Don’t Be Overly Positive
The last thing anyone wants to hear is senseless positivity in the face of negativity. Sometimes, trying to be positive when someone is feeling down can only make matters worse. Especially when you’re telling someone to “look at the bright side”. Often, they’ve already tried looking at the bright side but found it difficult to ignore the glaring issue. Being overly positive will simply make you seem insensitive and unempathetic. If you truly don’t understand the situation, be upfront about your lack of understanding but still provide support. You can say statements like:
“I’m not exactly familiar with what you feel, but I want you to know I’m here for you”

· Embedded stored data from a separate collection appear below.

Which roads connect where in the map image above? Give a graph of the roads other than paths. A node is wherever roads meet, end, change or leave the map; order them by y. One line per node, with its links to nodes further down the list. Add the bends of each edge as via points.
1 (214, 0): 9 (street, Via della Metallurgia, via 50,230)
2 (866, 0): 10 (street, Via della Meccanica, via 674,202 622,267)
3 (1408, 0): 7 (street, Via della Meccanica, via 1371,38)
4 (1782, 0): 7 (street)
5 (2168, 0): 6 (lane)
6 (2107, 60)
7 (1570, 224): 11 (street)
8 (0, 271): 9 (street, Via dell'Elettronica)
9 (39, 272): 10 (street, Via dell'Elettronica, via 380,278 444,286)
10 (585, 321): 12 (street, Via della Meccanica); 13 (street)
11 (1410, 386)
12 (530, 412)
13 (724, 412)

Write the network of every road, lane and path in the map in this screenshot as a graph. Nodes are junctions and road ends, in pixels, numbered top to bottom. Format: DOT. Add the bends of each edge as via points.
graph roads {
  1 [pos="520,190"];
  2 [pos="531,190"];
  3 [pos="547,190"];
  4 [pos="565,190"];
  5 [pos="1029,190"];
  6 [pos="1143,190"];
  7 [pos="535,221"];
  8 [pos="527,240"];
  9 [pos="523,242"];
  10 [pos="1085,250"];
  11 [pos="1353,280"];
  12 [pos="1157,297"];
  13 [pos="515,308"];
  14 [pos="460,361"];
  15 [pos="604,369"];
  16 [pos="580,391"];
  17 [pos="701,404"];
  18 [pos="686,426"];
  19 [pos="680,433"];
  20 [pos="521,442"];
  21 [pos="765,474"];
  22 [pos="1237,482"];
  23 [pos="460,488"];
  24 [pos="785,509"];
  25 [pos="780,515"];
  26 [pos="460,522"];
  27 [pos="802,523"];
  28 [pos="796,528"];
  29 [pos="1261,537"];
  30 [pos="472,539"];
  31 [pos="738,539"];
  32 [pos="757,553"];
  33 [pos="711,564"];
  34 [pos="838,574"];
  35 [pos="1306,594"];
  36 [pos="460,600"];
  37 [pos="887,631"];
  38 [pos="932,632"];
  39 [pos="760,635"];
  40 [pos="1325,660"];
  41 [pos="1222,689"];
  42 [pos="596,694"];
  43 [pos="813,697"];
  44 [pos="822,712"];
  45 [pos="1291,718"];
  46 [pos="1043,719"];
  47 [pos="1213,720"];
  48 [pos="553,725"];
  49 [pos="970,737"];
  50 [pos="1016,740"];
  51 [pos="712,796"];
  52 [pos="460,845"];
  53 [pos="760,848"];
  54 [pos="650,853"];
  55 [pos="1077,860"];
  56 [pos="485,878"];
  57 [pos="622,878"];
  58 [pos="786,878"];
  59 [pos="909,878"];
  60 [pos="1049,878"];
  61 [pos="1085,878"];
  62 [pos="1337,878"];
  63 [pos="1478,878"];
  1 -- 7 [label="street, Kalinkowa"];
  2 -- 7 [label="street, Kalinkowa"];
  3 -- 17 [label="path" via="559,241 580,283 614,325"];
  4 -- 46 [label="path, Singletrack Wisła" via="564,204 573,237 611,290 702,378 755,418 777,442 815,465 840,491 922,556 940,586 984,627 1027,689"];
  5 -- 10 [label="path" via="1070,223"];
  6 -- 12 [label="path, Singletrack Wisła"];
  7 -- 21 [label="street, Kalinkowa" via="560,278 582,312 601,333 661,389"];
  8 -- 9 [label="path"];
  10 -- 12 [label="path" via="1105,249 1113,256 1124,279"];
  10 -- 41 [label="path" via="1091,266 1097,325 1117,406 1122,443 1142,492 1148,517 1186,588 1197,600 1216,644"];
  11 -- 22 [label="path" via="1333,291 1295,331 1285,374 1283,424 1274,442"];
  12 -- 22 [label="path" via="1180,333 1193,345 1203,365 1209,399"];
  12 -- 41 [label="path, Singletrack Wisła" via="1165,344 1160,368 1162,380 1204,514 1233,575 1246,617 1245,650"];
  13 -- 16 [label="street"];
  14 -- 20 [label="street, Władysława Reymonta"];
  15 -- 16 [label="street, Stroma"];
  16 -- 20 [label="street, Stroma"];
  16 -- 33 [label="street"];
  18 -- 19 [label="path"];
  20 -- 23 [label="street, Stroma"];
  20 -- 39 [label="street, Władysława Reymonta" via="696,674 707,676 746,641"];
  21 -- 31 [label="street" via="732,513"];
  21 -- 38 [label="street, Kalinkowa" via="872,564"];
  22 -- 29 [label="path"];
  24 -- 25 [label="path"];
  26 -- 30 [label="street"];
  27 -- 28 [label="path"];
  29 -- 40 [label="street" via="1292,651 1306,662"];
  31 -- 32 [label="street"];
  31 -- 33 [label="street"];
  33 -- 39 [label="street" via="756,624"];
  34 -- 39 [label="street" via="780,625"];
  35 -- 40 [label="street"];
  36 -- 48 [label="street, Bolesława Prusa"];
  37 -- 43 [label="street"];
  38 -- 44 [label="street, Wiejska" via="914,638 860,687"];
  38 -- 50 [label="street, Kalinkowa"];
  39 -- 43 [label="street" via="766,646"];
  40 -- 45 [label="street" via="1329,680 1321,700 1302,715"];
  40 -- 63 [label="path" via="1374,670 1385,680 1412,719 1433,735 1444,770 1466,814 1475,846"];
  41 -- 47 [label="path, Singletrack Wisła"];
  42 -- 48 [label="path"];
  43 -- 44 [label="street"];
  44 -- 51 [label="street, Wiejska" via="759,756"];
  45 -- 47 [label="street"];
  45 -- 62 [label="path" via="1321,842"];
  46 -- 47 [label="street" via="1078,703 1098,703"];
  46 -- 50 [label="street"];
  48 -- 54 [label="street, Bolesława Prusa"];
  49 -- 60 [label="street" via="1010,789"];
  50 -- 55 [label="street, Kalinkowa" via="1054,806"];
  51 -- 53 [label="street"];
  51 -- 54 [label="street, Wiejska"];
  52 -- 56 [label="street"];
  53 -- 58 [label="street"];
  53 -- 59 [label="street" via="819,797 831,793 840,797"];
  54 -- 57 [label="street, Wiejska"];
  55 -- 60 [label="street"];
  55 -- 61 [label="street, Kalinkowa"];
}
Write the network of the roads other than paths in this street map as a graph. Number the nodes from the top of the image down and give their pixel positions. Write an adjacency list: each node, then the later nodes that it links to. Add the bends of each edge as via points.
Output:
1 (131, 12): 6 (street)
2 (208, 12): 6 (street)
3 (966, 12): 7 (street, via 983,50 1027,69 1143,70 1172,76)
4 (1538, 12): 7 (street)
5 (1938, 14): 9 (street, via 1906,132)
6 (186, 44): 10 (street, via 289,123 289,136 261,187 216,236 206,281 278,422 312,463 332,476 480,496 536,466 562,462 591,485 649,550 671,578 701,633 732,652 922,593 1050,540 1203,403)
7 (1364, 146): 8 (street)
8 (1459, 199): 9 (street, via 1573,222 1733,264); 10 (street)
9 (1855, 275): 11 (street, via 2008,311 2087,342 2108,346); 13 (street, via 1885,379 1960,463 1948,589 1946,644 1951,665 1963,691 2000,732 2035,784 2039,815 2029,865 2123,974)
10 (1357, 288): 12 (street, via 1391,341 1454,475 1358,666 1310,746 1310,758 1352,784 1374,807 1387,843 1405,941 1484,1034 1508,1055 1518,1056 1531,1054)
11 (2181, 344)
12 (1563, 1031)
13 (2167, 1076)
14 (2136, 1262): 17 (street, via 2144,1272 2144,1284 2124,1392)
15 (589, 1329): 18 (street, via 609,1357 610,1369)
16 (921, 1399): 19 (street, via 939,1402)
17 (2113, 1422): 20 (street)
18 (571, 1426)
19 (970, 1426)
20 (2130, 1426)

Often, statements like this are what people want to hear, more than hearing solutions that they might have thought of already. Ask them whether they’d like to vent, need help, or provide a potential solution. Sometimes, all you really need is to clarify how you can help.
Hold Yourself Accountable
Nothing can break someone’s heart more than failing to receive support when they need it the most. Hold yourself accountable: if you promise you will help, try to accomplish it to the best of your ability. And don’t just limit it to yourself. As a parent, remind your kids of their promises and responsibilities. Being able to rely on each other is part of what makes a family a good family, and holding yourself accountable is the first step to being reliable. Helping each other and going through shared experiences will keep your family closer.
Divorced Families Can Still Support Each Other
Even separated families can help each other. Of course: practical matters first. With the help of an experienced divorce lawyer, you should be able to sort out the custody arrangement so each parent can have an adequate amount of time with the children. This is critical as you want to make the most out of your time with them.
Look into finding social support for your children, as they might find the adjustment period difficult. They might blame themselves for what happened (something reportedly common among children), thus it’s critical to sit them down and clarify the issue. It’s a matter of reaching out to extended family members and reminding the child that they have a family and they’re not alone.
Always support your family members. It doesn’t take much; sometimes, it only requires a pair of ears that are willing to listen.